Disintegration:  Since the E-glass microfibre dissolves slowly at neutral pH (eg. in the extracellular lung fluid) it is likely that acid attack from alveolar macrophages are causing the longer fibres to disintegrate and break into smaller fibres (Eastes et al., 2007). The shorter fibres will be removed from the lung either via the lymphatic system or via the mucociliary escalator and subsequently either expelled from the body by coughing or swallowed. If swallowed, the E-glass microfibre will dissolve at acidic gastric pH and be excreted subsequently via the gastric system (Bernstein, 2007b).

 

Excretion:

Clearance of fibres from the lung occurs through physiological clearance by alveolar macrophages, in vivo dissolution of fibres in the extracellular fluid and within the acidic milieu of the macrophage and through breakage of long fibres into shorter segments.
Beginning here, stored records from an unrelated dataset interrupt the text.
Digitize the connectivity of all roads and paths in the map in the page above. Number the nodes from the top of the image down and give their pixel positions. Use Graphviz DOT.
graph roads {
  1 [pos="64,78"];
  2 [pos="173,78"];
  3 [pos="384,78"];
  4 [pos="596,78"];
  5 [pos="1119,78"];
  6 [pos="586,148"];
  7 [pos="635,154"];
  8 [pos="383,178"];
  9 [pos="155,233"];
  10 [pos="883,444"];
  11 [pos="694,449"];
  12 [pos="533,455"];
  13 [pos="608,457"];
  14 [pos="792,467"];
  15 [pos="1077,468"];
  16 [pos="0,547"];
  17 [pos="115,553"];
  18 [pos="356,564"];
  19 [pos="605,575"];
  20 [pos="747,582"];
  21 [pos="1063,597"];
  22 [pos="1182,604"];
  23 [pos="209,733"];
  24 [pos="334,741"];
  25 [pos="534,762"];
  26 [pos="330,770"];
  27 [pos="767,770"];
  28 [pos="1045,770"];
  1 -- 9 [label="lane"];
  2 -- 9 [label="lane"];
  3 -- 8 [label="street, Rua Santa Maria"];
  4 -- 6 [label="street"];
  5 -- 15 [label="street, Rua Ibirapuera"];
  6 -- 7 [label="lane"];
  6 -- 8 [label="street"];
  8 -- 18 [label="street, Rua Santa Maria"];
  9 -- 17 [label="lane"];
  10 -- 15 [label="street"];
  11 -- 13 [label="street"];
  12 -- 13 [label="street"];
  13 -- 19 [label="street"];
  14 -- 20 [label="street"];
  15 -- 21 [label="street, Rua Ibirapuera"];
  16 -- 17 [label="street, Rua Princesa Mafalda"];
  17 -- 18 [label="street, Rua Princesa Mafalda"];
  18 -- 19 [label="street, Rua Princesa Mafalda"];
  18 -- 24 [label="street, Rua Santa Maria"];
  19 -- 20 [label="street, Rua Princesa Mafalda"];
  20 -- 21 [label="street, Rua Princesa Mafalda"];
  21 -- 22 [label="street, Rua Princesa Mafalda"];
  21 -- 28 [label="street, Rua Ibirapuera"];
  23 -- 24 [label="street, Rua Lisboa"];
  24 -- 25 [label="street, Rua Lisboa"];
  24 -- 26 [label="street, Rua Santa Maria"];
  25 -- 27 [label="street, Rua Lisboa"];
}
The shorter broken fibres are removed from the lung either via the lymphatic system or via the mucociliary escalator and either expelled from the body by coughing or swallowed. If swallowed, the E-glass microfibre will dissolve at acidic gastric pH and be excreted subsequently via the gastric system (Bernstein, 2007b).

 

Conclusions:

The most likely exposure route for E-glass microfibre is assessed to be inhalation. In long-term inhalation studies E-glass microfibre was observed to undergo congruent dissolution. E-glass microfibre has been shown to have low solubility at neutral pH and to disintegrate in acidic environment. Inhaled E-glass microfibre dissolves in the rat lung and is subjected to breakage through the acidic attack of macrophages. Removal of fibres deposited on surfaces within the respiratory system involves dissolution and disintegration and phagocytosis by alveolar macrophages for shorter fibres.

 

E-glass microfibre has been shown to induce lung tumours (carcinoma and adenoma) at high concentrations in long-term inhalation studies, probably due to the higher biopersistence of fibers longer than 20 µm. The mechanism of which E-glass microfibre induces lung tumours is not fully elucidated but overload of cellular clearance mechanisms have been suggested (Searl et al., 1999). Finally, due to the inert nature and the low possibility of crossing biological barriers, systemic exposure to E-glass microfibre leading to toxic reactions is evaluated to be very unlikely.